Emmanuel Todd : « La menace, ce n’est pas les Fake News, c’est l’autoritarisme de l’État »”

Emmanuel Todd : « La menace, ce n’est pas les Fake News, c’est l’autoritarisme de l’État »”

Je relaie ici une interview d’Emmanuel Todd réalisée et publiée par le site Les Crises. Sujet d’importance : l’autoritarisme grandissant d’un État français « en grande détresse ».


Les Crises – Que pensez-vous du projet du gouvernement de faire voter une loi contre les “Fake news » ?

Emmanuel Todd – Je suis très inquiet. Ce qui me frappe dans la période actuelle, alors que nous sommes censés vivre l’apothéose de la démocratie libérale après l’effondrement des totalitarismes, c’est le rétrécissement des espaces d’expression et de la liberté de pensée.

La liberté, depuis le Moyen Age, s’est d’abord définie contre l’Église et puis contre l’État. Dire que l’État va assurer la liberté d’expression, c’est un oxymore historique ! Et je suis plus particulièrement inquiet pour la France, en tant qu’historien, parce qu’elle est ambivalente dans son rapport à la liberté : elle est à la fois l’une des trois nations qui ont construit la démocratie libérale, avec l’Angleterre et les États-Unis, et le pays de l’absolutisme de Louis XIV, de Napoléon I” et Napoléon III, de Pétain et de l’ORTF.
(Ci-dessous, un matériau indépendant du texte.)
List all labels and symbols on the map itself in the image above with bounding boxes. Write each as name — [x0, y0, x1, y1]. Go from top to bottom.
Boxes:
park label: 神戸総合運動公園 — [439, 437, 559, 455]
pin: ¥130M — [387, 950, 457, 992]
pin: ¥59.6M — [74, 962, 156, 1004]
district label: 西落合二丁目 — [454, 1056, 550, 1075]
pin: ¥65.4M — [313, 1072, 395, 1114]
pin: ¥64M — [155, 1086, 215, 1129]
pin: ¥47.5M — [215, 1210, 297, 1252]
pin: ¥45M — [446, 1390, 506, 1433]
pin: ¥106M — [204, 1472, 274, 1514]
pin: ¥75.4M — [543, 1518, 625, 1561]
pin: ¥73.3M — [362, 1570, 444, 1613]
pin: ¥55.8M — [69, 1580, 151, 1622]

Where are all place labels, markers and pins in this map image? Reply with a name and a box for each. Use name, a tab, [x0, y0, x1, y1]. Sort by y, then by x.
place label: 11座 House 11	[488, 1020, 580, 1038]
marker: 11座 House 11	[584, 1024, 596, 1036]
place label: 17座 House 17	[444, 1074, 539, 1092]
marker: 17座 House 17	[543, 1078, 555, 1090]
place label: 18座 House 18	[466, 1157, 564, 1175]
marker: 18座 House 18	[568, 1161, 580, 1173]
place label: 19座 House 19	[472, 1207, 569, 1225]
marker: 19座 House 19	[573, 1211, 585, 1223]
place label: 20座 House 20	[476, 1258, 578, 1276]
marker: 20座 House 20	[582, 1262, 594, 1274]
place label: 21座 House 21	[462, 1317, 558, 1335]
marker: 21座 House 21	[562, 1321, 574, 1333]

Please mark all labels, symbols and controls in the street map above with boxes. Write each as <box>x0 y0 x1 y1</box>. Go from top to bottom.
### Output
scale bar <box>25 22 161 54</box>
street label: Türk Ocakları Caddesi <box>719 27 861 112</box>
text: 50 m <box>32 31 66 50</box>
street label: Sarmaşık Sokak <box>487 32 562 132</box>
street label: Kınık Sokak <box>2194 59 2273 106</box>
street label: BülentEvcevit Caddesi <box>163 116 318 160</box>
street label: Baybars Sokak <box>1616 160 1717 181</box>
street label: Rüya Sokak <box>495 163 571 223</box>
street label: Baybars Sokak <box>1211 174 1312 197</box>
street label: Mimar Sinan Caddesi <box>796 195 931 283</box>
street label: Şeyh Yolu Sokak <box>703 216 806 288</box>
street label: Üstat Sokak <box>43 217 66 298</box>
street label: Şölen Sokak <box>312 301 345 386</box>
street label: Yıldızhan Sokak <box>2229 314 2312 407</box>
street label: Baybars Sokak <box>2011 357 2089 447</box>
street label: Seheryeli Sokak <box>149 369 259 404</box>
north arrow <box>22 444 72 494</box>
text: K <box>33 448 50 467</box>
Or nous sommes en train de vivre une désintégration des partis et de la représentation politique. Les groupes culturels et idéologiques antagonistes qui assuraient un pluralisme structurel de l’information (le PC, l’Église, le socialisme modéré, le gaullisme …) ont implosé. Le pluralisme n’est donc plus assuré et les médias représentent de plus en plus une masse indistincte. Typiquement le genre de situation dans laquelle l’État peut émerger comme une machine autonome et se mettre au-dessus de la société, pour la contrôler. La séparation des pouvoirs est de moins en moins assurée. La menace que je vois se dessiner ce n’est donc pas celle des Fake news, mais celle de l’autoritarisme de l’État et son autonomisation en tant qu’agent de contrôle de l’opinion. Il sera d’autant plus autoritaire sur le plan de l’information qu’il s’avère impuissant sur le plan économique : la société est bloquée, avec son taux de chômage tournant autour de 10%, et de plus en plus fragmentée en groupes qui se renferment sur eux-mêmes (les Corses, les habitants de Neuilly, autant que les musulmans).

Vous parlez de l’État, mais le risque n’est-il pas aujourd’hui du côté d’entreprises privées, comme Facebook ?

Que ces entreprises (les fameux Gafam : Google, Amazon, Facebook, Apple, Microsoft) ne paient pas les impôts qu’ils devraient, qu’ils aient des stratégies monopolistes, oui, bien sûr. Mais je ne crois pas que ces moyens d’échange entre individus, par ailleurs extraordinaires quant à leur capacité à faire circuler l’information, soient les puissances occultes qu’on nous décrit. Ce que je sais en revanche, c’est qu’il y a des pays où l’accès à internet est contrôlé, comme la Chine, un État semi ou post-totalitaire où la police est reine.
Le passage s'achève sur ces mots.